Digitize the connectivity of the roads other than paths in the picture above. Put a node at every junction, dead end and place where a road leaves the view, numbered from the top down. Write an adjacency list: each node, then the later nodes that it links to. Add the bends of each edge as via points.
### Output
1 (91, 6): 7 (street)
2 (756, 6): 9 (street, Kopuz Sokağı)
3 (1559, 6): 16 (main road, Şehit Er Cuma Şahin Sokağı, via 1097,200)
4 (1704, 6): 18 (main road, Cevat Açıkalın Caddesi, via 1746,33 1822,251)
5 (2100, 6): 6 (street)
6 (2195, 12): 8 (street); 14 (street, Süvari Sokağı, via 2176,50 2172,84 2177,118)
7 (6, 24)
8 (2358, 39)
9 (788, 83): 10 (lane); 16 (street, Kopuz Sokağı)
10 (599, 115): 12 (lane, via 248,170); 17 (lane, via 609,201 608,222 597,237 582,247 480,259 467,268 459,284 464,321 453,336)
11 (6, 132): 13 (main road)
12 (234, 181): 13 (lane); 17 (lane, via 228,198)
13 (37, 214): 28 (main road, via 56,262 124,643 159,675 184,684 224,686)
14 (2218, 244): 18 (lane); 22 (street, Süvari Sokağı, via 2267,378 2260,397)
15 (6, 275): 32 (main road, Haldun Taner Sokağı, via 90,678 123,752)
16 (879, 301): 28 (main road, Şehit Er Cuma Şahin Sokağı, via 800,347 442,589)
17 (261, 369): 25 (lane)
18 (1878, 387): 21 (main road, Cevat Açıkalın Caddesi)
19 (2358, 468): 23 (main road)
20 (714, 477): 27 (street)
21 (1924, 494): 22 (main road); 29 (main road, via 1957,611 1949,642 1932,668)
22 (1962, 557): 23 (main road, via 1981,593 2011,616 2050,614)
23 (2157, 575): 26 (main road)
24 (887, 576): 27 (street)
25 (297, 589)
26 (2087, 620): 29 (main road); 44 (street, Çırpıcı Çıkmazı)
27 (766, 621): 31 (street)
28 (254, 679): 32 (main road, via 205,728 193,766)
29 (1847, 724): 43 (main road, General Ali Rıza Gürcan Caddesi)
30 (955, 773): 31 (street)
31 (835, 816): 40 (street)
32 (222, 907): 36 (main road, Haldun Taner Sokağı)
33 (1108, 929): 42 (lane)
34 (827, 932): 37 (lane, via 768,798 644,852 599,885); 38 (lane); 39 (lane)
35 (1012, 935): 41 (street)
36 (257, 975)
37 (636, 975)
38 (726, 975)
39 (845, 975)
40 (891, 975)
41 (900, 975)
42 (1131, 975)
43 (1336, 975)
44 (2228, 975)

═══

* Task item *
Output the listing exactly.

* Written answer *
Digitize the connectivity of the roads other than paths in the picture above. Put a node at every junction, dead end and place where a road leaves the view, numbered from the top down. Write an adjacency list: each node, then the later nodes that it links to. Add the bends of each edge as via points.
### Output
1 (91, 6): 7 (street)
2 (756, 6): 9 (street, Kopuz Sokağı)
3 (1559, 6): 16 (main road, Şehit Er Cuma Şahin Sokağı, via 1097,200)
4 (1704, 6): 18 (main road, Cevat Açıkalın Caddesi, via 1746,33 1822,251)
5 (2100, 6): 6 (street)
6 (2195, 12): 8 (street); 14 (street, Süvari Sokağı, via 2176,50 2172,84 2177,118)
7 (6, 24)
8 (2358, 39)
9 (788, 83): 10 (lane); 16 (street, Kopuz Sokağı)
10 (599, 115): 12 (lane, via 248,170); 17 (lane, via 609,201 608,222 597,237 582,247 480,259 467,268 459,284 464,321 453,336)
11 (6, 132): 13 (main road)
12 (234, 181): 13 (lane); 17 (lane, via 228,198)
13 (37, 214): 28 (main road, via 56,262 124,643 159,675 184,684 224,686)
14 (2218, 244): 18 (lane); 22 (street, Süvari Sokağı, via 2267,378 2260,397)
15 (6, 275): 32 (main road, Haldun Taner Sokağı, via 90,678 123,752)
16 (879, 301): 28 (main road, Şehit Er Cuma Şahin Sokağı, via 800,347 442,589)
17 (261, 369): 25 (lane)
18 (1878, 387): 21 (main road, Cevat Açıkalın Caddesi)
19 (2358, 468): 23 (main road)
20 (714, 477): 27 (street)
21 (1924, 494): 22 (main road); 29 (main road, via 1957,611 1949,642 1932,668)
22 (1962, 557): 23 (main road, via 1981,593 2011,616 2050,614)
23 (2157, 575): 26 (main road)
24 (887, 576): 27 (street)
25 (297, 589)
26 (2087, 620): 29 (main road); 44 (street, Çırpıcı Çıkmazı)
27 (766, 621): 31 (street)
28 (254, 679): 32 (main road, via 205,728 193,766)
29 (1847, 724): 43 (main road, General Ali Rıza Gürcan Caddesi)
30 (955, 773): 31 (street)
31 (835, 816): 40 (street)
32 (222, 907): 36 (main road, Haldun Taner Sokağı)
33 (1108, 929): 42 (lane)
34 (827, 932): 37 (lane, via 768,798 644,852 599,885); 38 (lane); 39 (lane)
35 (1012, 935): 41 (street)
36 (257, 975)
37 (636, 975)
38 (726, 975)
39 (845, 975)
40 (891, 975)
41 (900, 975)
42 (1131, 975)
43 (1336, 975)
44 (2228, 975)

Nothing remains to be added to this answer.